I know that a lot of people may feel compelled to like the characters in this novel because of the utter and genuine tragedy that is happening to Jack (and consequently Matt and to an extent Amanda) but I just can’t bring myself to connect with and thus like or dislike a character that has no development or substance. I won’t be guilt-tripped into feeling for a character just because of what is happening to them – it’s just not the kind of reader I am.
“Matt flinched, and the sadness was there, overwhelming him.”
However, sticking with the theme of characters – it was nice to see a genuine plutonic relationship in a YA contemporary. Far too often romances are forced in for no real reason and this was a refreshing buck on that trend. So kudos to the author for not feeling like he had to have a romantic interest for his protagonist.
The general story of how a poor family may (or may not) cope when serious illness strikes a family member was an interesting one, and I would have loved to have spent more time with it, but it was almost a blink-and-you’ll-miss-it experience. Before you know it, the book is over and you’re left wanting to know more.

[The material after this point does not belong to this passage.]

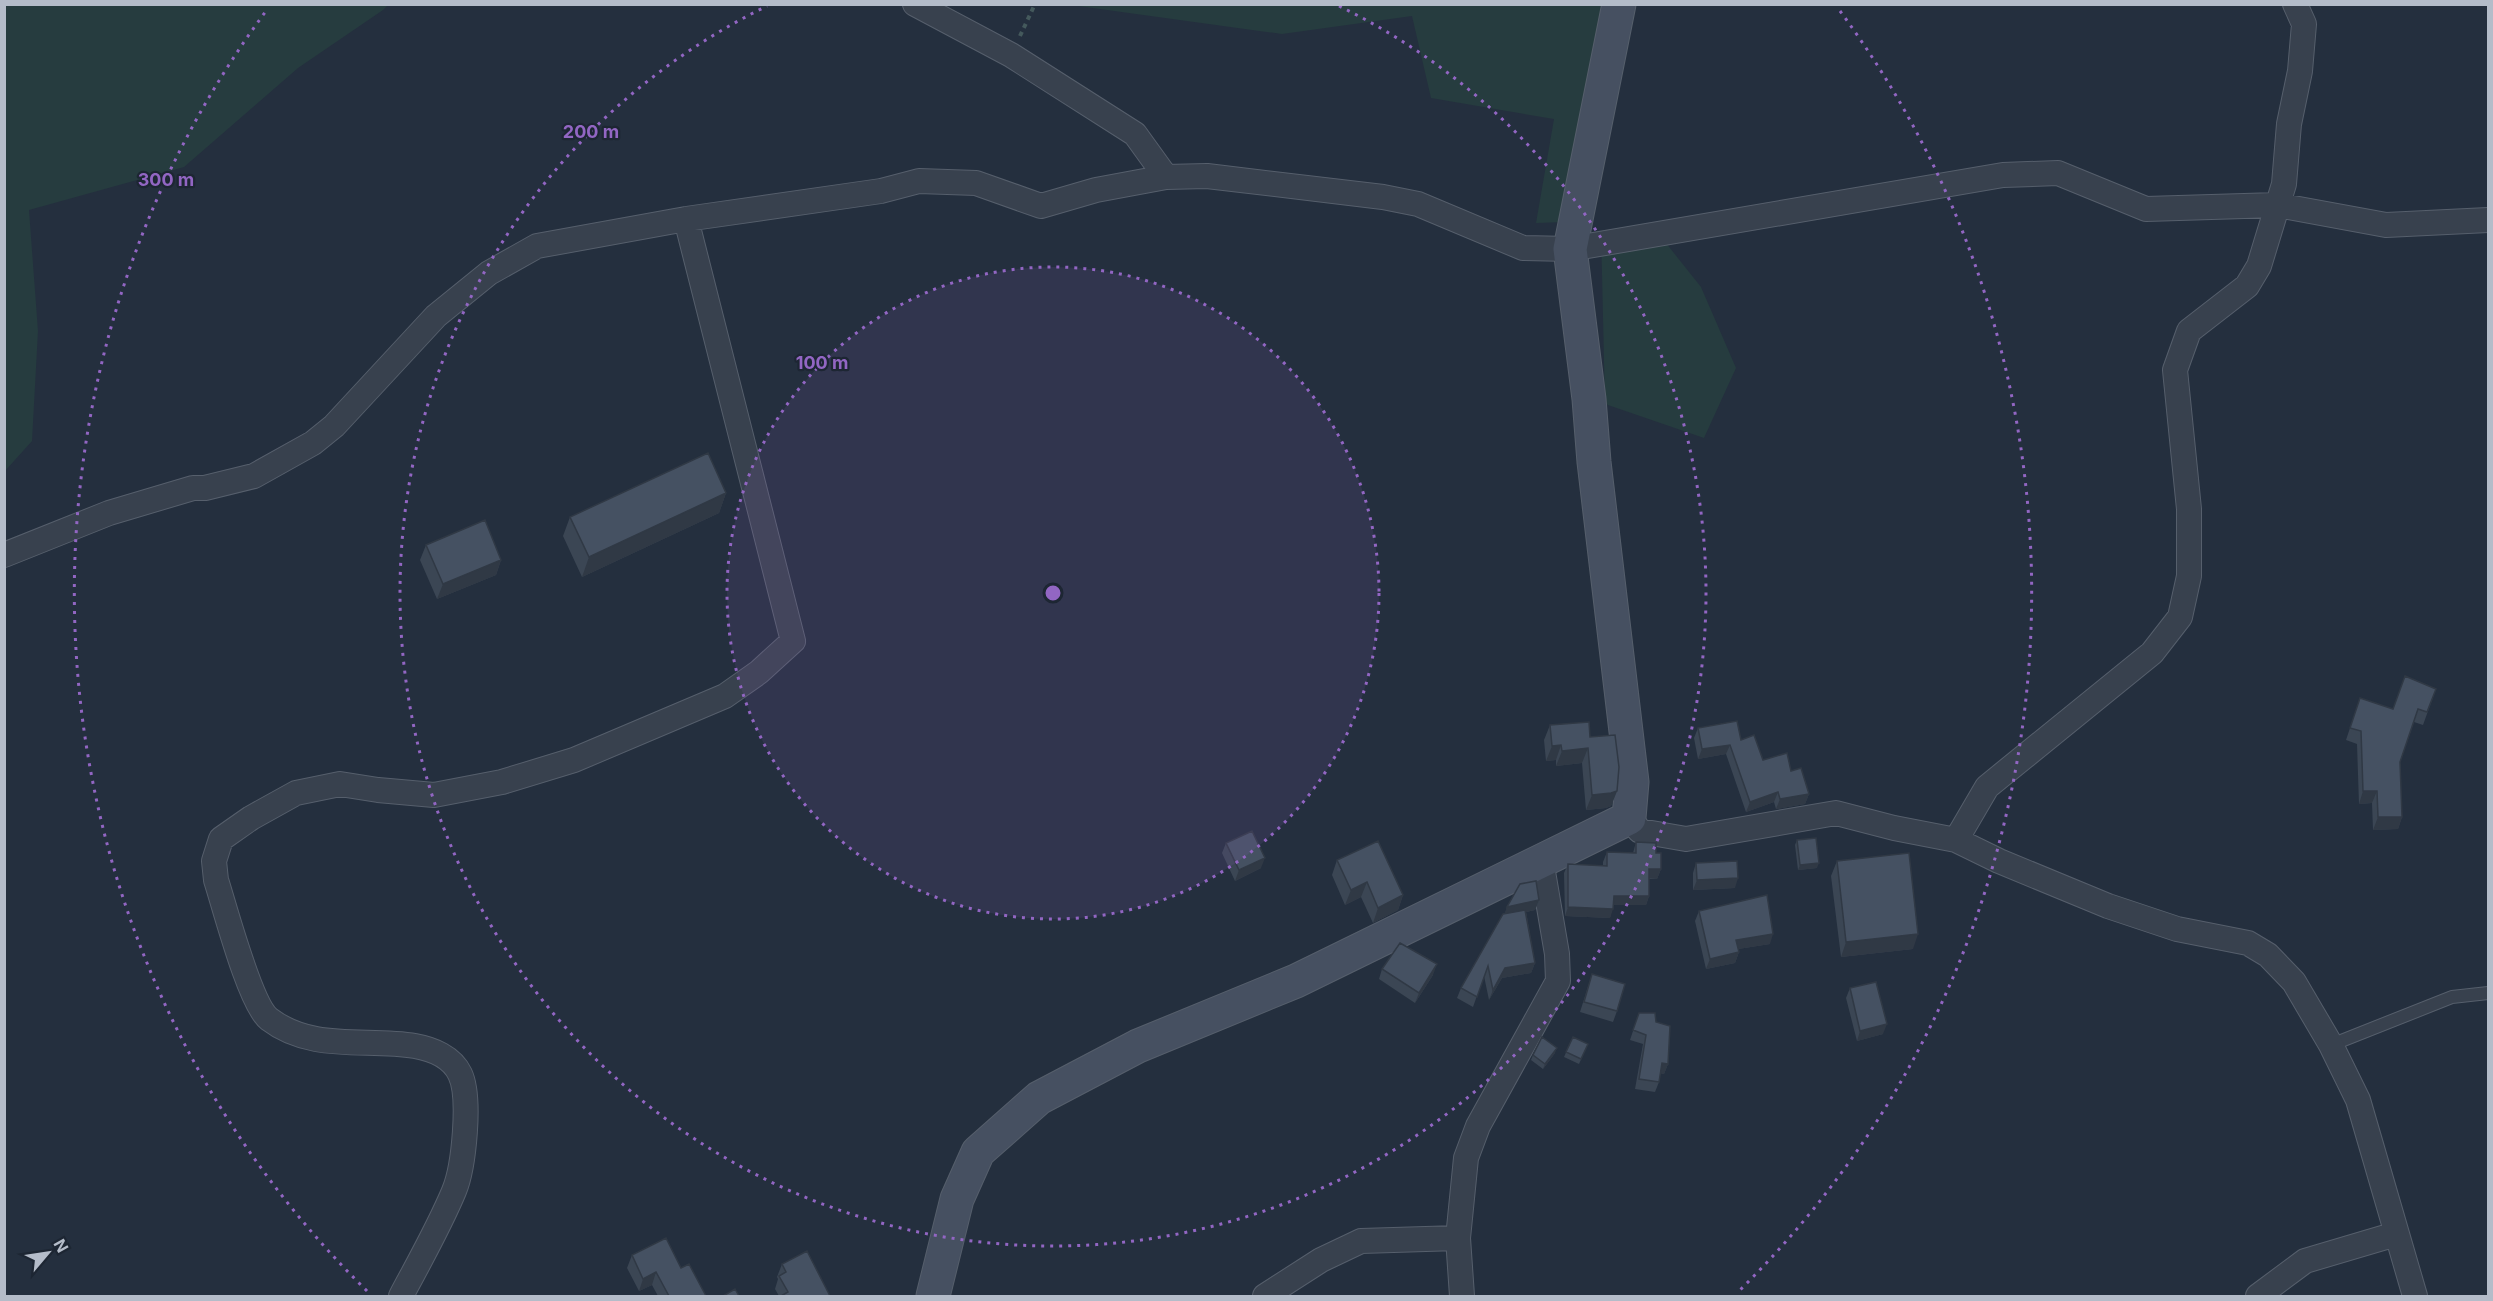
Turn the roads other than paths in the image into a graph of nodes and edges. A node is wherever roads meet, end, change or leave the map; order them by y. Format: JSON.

So much of the book felt rushed, especially the ending. I even ended up checking that my digital ARC was a complete and unbroken file things ended that abruptly! I genuinely feel that if this book was 100 pages longer it would be 100% better (you thought I was going to say 60% there didn’t you)!

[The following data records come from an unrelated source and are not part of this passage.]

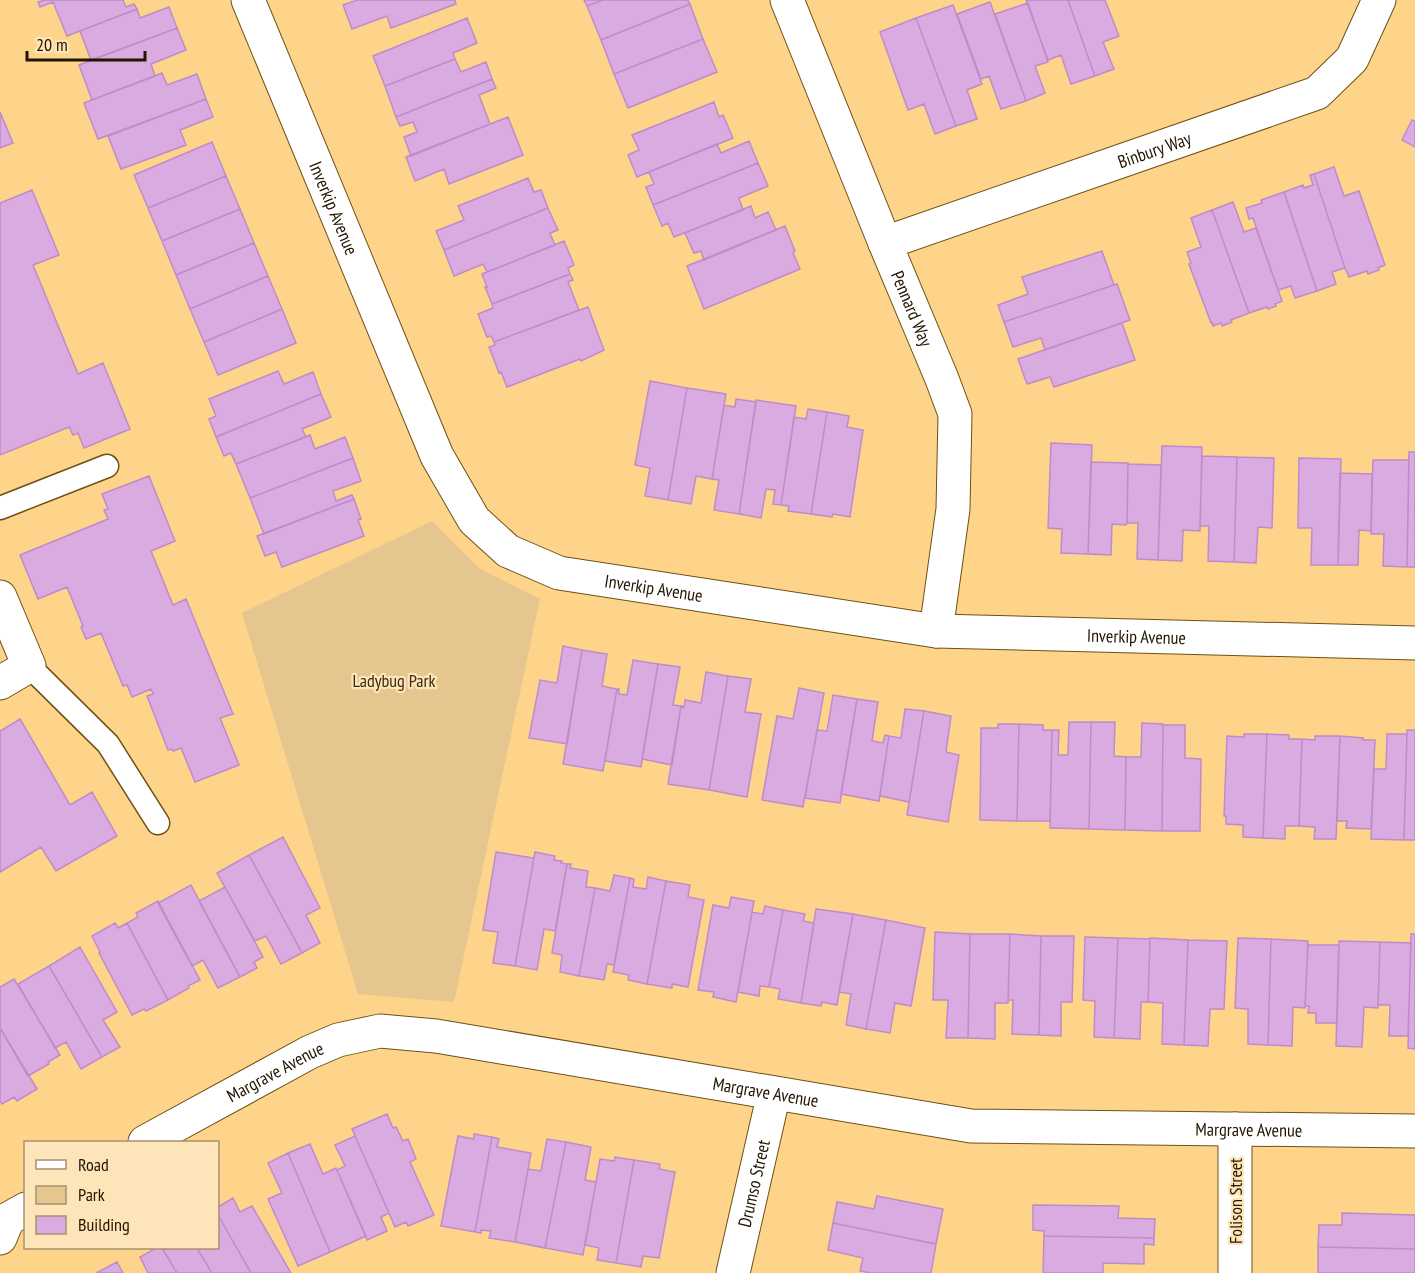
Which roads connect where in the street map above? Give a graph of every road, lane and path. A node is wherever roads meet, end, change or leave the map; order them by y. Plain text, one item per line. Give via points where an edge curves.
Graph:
1 (248, 0) edge
2 (787, 0) edge
3 (1378, 0) edge
4 (885, 243) junction
5 (107, 466) dead end
6 (0, 508) edge
7 (0, 597) edge
8 (936, 631) junction
9 (1415, 643) edge
10 (29, 666) junction
11 (0, 682) edge
12 (158, 823) dead end
13 (774, 1093) junction
14 (1235, 1129) junction
15 (1415, 1131) edge
16 (149, 1141) edge
17 (24, 1210) edge
18 (0, 1238) edge
19 (733, 1273) edge
20 (1235, 1273) edge

1 - 8 street, Inverkip Avenue via 437,456 474,520 508,551 559,573
2 - 4 street, Pennard Way
3 - 4 street, Binbury Way via 1352,59 1317,93
4 - 8 street, Pennard Way via 955,414 953,508
5 - 6 lane
7 - 10 street
8 - 9 street, Inverkip Avenue
10 - 11 street
10 - 12 lane via 108,744
13 - 14 street, Margrave Avenue via 971,1126
13 - 16 street, Margrave Avenue via 380,1030 338,1040 310,1052
13 - 19 street, Drumso Street
14 - 15 street, Margrave Avenue
14 - 20 street, Folison Street
17 - 18 street via 8,1219

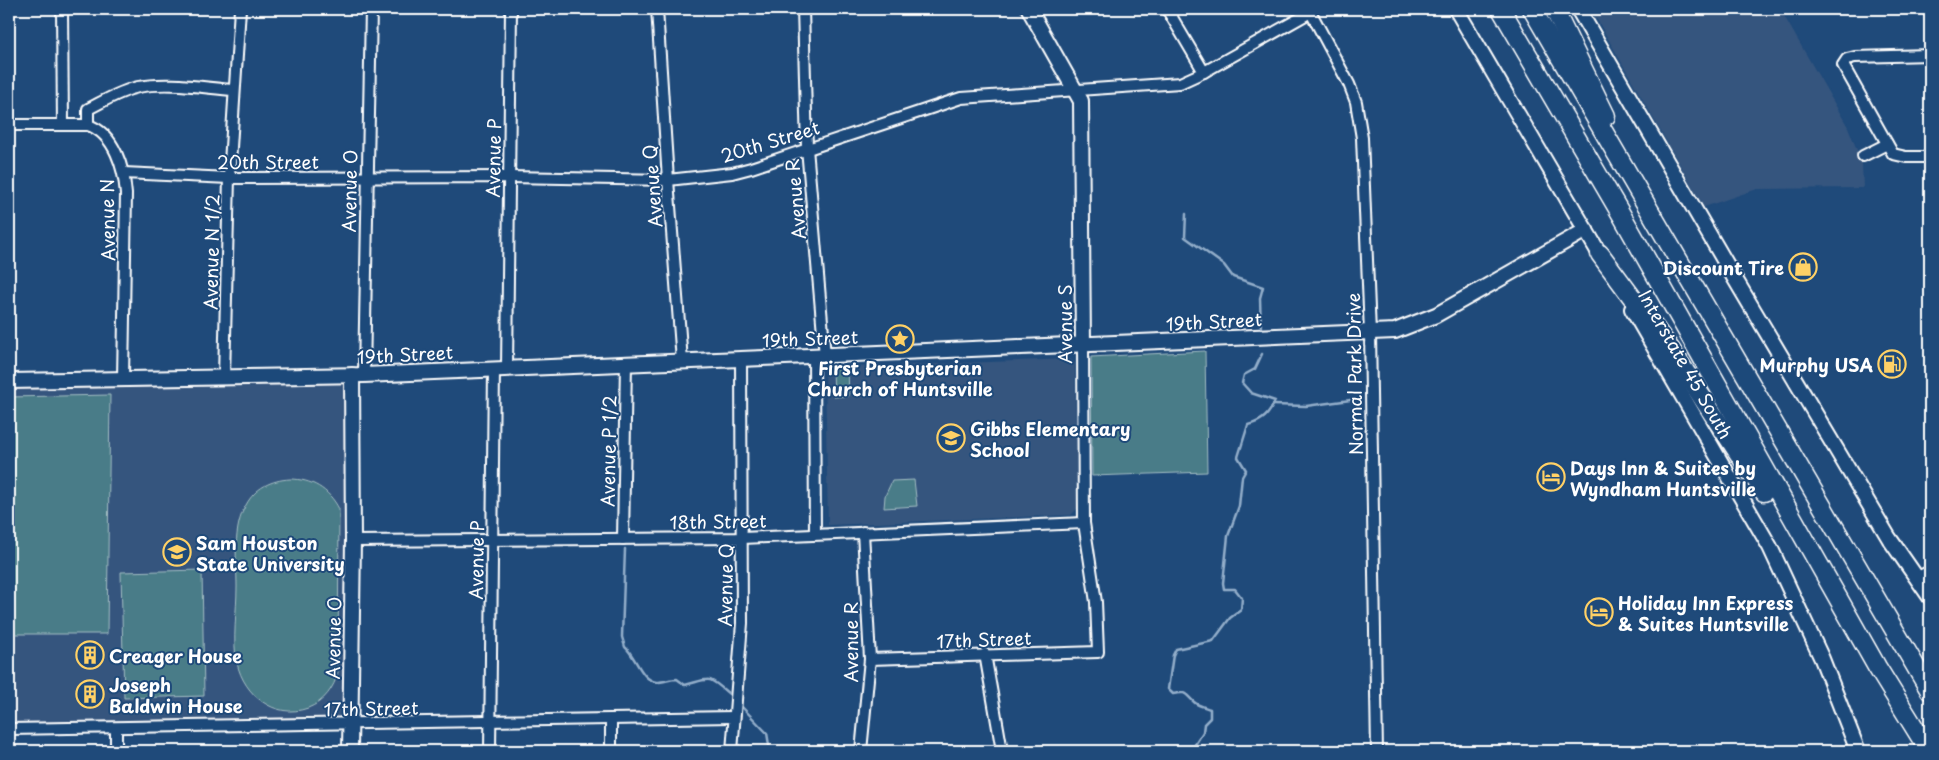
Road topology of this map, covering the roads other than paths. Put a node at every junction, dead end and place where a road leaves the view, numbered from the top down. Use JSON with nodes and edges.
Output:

There were so many questions that I had left unanswered! Where were the ashes scattered? What did Matt’s mum do? How did Matt start his career as a drug dealer? But the biggest thing I was left wanting was to know Amanda’s backstory. She was completely ostracised at school – why? Was she left out purely because of her weight? She was a genuinely lovely person and although kids can be cruel and exclusionary to people who don’t fit societal norms in high school, I’ve never heard of anyone being completely isolated based purely on their weight – especially when they are a nice person too. The whole story just needed a bit more to be rounded off.
“Amanda smiled big enough for the both of them.”
For a book that deals with the complexity and raw topic of cancer it was very simplistic. There were not ‘quotation worthy’ moments of dialogue or descriptions. Nothing was intense enough, it was just (I’m sorry but it’s true) a 60% effort.
Overall Mr. 60% is a very strange book in that it started off quite edgy and then seemed to fizzle out. It went from a potentially jarring and thought-provoking read to quite a pedestrian one. I can’t help but feel that this might be (in part) due to this being the author’s first attempt at YA after writing for younger children for so long. I have every confidence that the author will grow if he continues to write for YA and I hope he fleshes out his stories a little more as his new target audience can handle it.
I didn’t hate the book but I’m not over-enthusiastic about it either. It felt much more like a very dense fist draft rather than a finished novel but it wasn’t entirely disappointing.
I can’t say I’d 100% recommend it, just 60%.
“But at least you’re technically passing.”
[PLEASE NOTE]: All quotations were taken from an Advanced Reader Copy made of uncorrected proof. Quotations may be different in the final published version. I was given a digital copy of the ARC in return for an honest review. I was not paid or sponsored to write this review – all the opinions are honest and my own.